Preimplantation Genetic Testing

Preimplantation genetic testing allows for the  genetic diagnosis in embryos resulting from assisted reproduction in order to select and transfer only those that are healthy regarding specific genetic conditions.

The test is designed to detect numerical chromosomal abnormalities (Preimplantation Genetic Diagnosis for Aneuploidy Screening–PGS), structural chromosomal abnormalities as well as genetic diseases such as thalassemia and Cystic Fibrosis in cases where parents are diagnosed. (Preimplantation Genetic Diagnosis- DGD)

Preimplantation Genetic Diagnosis for Aneuploidy Screening- PGT-A

Numerical chromosomal abnormalities or aneuploidies are the most common chromosomal abnormalities. They occur relatively frequently in human oocytes, mainly in women older than 40 years, but also in embryos from assisted reproduction. This is the reason that preimplantation genetic testing is applied by many genetic laboratories worldwide and aims to the transfer of only euploid embryos to the uterus.

The improvement of the successful implantation rate, the decreasing rate of spontaneous abortions, the reduced likelihood of abnormal pregnancies and the increased rate of giving birth to healthy children are major advantages of preimplantation genetic screening and support the argument for its utility.

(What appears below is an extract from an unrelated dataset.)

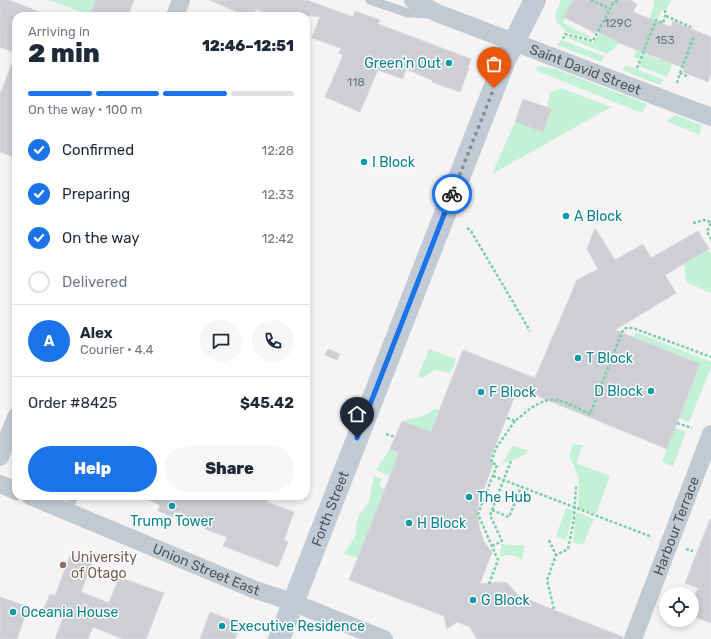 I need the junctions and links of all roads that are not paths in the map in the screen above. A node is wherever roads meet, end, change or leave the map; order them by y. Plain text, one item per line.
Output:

For the preimplantation testing of embryos, Access To Genome applies  Next Generation sequencing (NGS) technology as well as Comparative Genomic Hybridization (aCGH) technology. The above methods allow simultaneous control of all chromosomes over a period of 12 – 24 hours, making embryo transfer immediate and feasible in the same IVF cycle, as opposed to earlier techniques.

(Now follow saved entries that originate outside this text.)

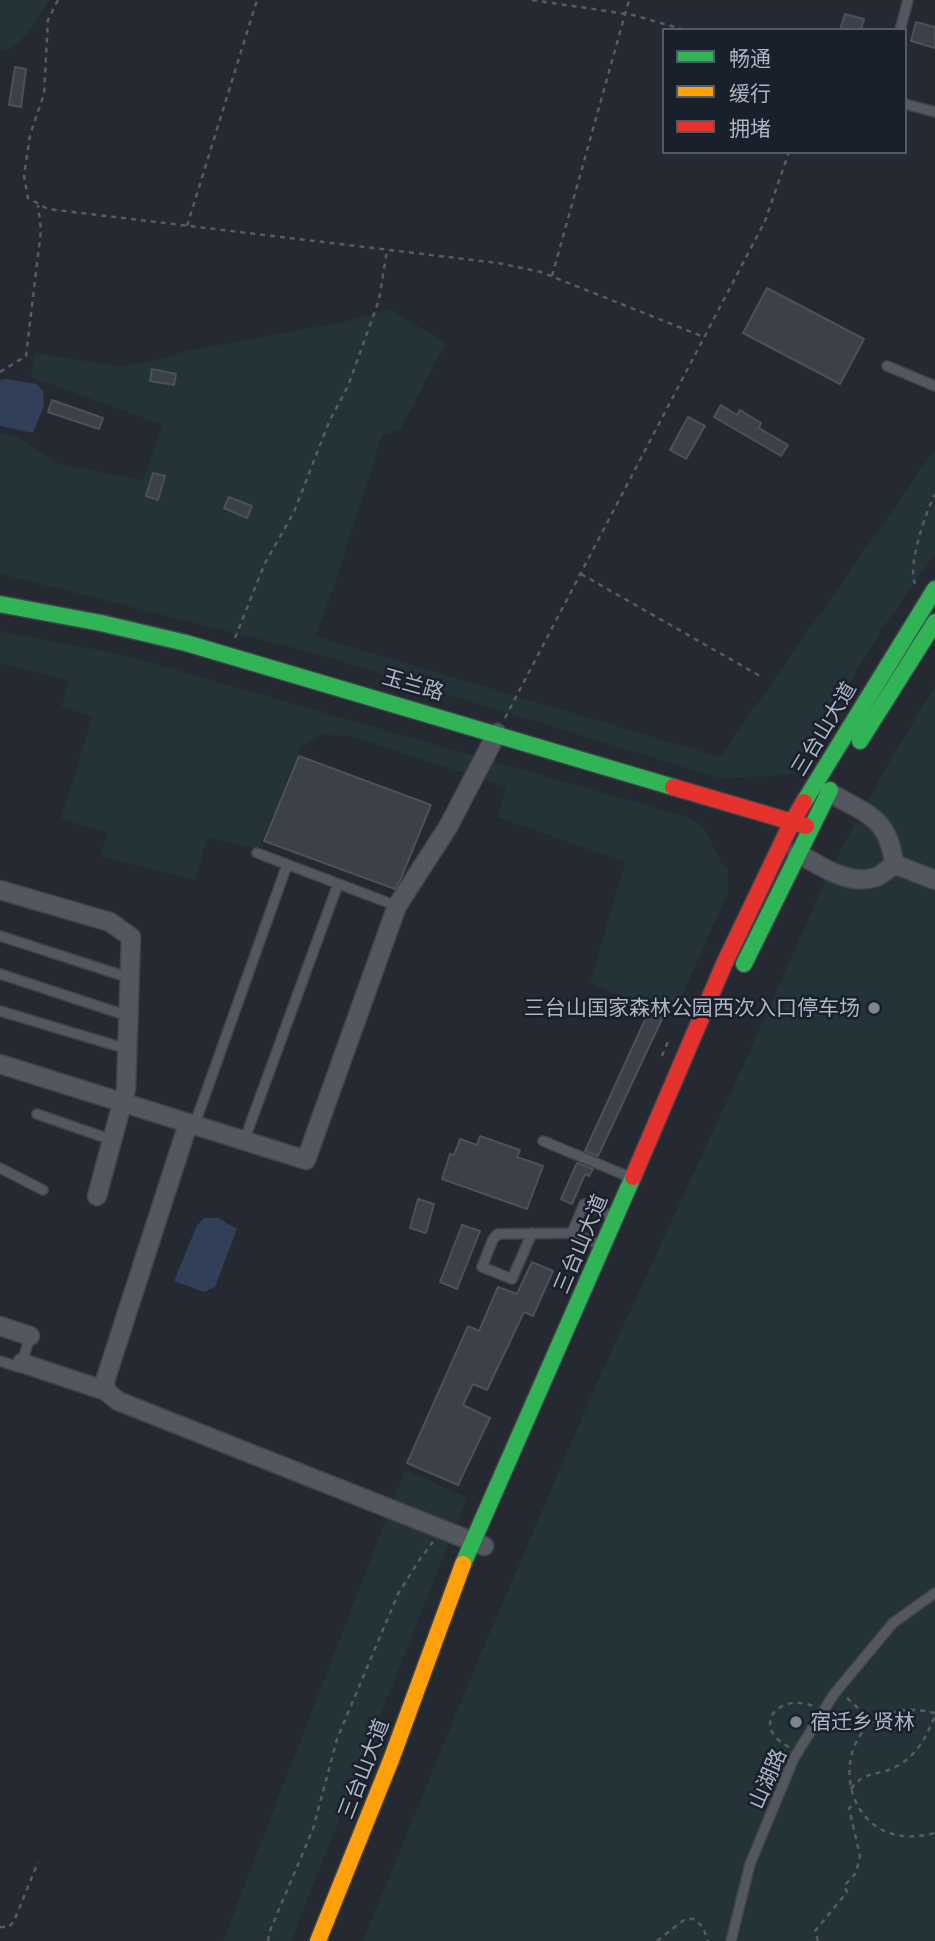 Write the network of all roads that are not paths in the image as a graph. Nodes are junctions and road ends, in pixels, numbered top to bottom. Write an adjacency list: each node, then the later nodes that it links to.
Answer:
1 (906, 0): 2 (lane)
2 (900, 28)
3 (907, 105): 4 (lane)
4 (935, 112)
5 (887, 366): 6 (lane)
6 (935, 386)
7 (935, 589): 14 (main road, 三台山大道)
8 (0, 604): 11 (main road, 玉兰路)
9 (0, 615): 11 (main road, 玉兰路)
10 (935, 622): 12 (main road, 三台山大道)
11 (495, 737): 14 (main road, 玉兰路); 22 (street)
12 (828, 792): 13 (main road, 三台山大道); 17 (street)
13 (810, 827): 14 (main road, 玉兰路); 15 (main road, 三台山大道)
14 (789, 829): 15 (main road, 玉兰路); 39 (main road, 三台山大道)
15 (799, 849): 17 (street, 玉兰路); 25 (main road, 三台山大道)
16 (257, 853): 18 (lane)
17 (894, 864): 19 (street)
18 (287, 865): 20 (lane); 34 (lane)
19 (935, 880)
20 (338, 884): 22 (lane); 36 (lane)
21 (0, 890): 26 (street)
22 (397, 906): 36 (street)
23 (0, 936): 26 (lane)
24 (0, 974): 29 (lane)
25 (738, 974)
26 (130, 978): 29 (street)
27 (726, 1000): 39 (main road, 三台山大道)
28 (0, 1011): 30 (lane)
29 (128, 1016): 30 (street)
30 (127, 1049): 32 (street)
31 (0, 1064): 32 (street)
32 (122, 1104): 34 (street); 35 (street)
33 (37, 1114): 35 (lane)
34 (191, 1125): 36 (street); 50 (street)
35 (112, 1140): 41 (street)
36 (244, 1141)
37 (543, 1141): 39 (lane)
38 (0, 1168): 40 (lane)
39 (638, 1180): 42 (main road, 三台山大道); 51 (main road, 三台山大道)
40 (43, 1190)
41 (97, 1196)
42 (615, 1217): 44 (lane); 45 (main road, 三台山大道)
43 (532, 1233): 43 (lane); 44 (lane)
44 (572, 1233): 45 (lane)
45 (603, 1246): 51 (main road, 三台山大道)
46 (0, 1326): 47 (street)
47 (30, 1336): 49 (lane)
48 (0, 1361): 49 (lane)
49 (22, 1363): 50 (street)
50 (106, 1391): 51 (street)
51 (471, 1541): 53 (main road, 三台山大道); 54 (main road, 三台山大道)
52 (935, 1593): 55 (lane, 山湖路)
53 (318, 1941)
54 (331, 1941)
55 (731, 1941)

Preimplantation Genetic Diagnosis by NGS or aCGH in cases with Parents Carriers of Structural Chromosomal Aberrations

Structural rearrangements are classified as structural chromosomal abnormalities and involve changes in the structure of one or more chromosomes. These aberrations are divided into balanced and unbalanced rearrangements.

Although carriers of balanced rearangements are normal, they are at high risk of having offspring with unbalanced rearangements. The presence of an unbalanced rearrangement involves loss or gain of genetic material with the risk of developing pathological phenotypic characteristics.

Preimplantation genetic diagnosis is indicated in cases of couples where one of the parents is a carrier of a balanced reciprocal displacement, a balanced Robertsonian translocation or an inversion. All the preimplantation genetic diagnosis studies for translocations in couples with recurrent miscarriages show dramatic reduction of the abortion rate.

In Access To Genome, the NGS and aCGH methodologies used in PGD for structural abnormalities are the same as those applied to PGS for aneuploidies. They allow us to select embryos that are not aneuploid due to the rearrangement of the parent and simultaneously, all chromosomes are tested for the presence of numerical abnormalities.